Would you please return the lines of the material that contain the word "Serpong"?

^^^^^^^^

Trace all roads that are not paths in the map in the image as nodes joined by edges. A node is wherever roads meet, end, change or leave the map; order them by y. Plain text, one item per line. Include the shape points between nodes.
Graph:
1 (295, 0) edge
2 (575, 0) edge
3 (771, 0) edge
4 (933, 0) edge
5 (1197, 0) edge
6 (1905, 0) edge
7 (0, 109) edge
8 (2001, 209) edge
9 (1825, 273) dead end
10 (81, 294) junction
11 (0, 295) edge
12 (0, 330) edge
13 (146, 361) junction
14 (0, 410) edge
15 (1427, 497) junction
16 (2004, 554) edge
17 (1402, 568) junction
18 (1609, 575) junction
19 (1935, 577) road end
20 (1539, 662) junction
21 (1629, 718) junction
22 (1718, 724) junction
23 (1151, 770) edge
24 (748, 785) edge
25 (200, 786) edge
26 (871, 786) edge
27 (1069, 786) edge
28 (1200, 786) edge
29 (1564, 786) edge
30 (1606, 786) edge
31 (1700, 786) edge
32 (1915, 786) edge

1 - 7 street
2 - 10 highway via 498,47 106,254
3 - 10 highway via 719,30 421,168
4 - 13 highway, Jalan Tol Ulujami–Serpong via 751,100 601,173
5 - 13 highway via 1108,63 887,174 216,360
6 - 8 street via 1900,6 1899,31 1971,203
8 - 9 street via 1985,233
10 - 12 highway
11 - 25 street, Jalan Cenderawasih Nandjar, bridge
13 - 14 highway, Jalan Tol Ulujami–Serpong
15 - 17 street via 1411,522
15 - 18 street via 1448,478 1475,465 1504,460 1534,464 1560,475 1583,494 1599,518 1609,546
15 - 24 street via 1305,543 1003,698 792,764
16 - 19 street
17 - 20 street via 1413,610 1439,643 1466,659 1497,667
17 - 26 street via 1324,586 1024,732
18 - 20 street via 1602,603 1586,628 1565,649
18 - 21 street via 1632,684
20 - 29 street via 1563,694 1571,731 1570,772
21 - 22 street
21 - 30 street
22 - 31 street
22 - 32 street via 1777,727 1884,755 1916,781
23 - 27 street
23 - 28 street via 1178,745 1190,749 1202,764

^^^^^^^^

» Exercise output
4 - 13 highway, Jalan Tol Ulujami–Serpong via 751,100 601,173
13 - 14 highway, Jalan Tol Ulujami–Serpong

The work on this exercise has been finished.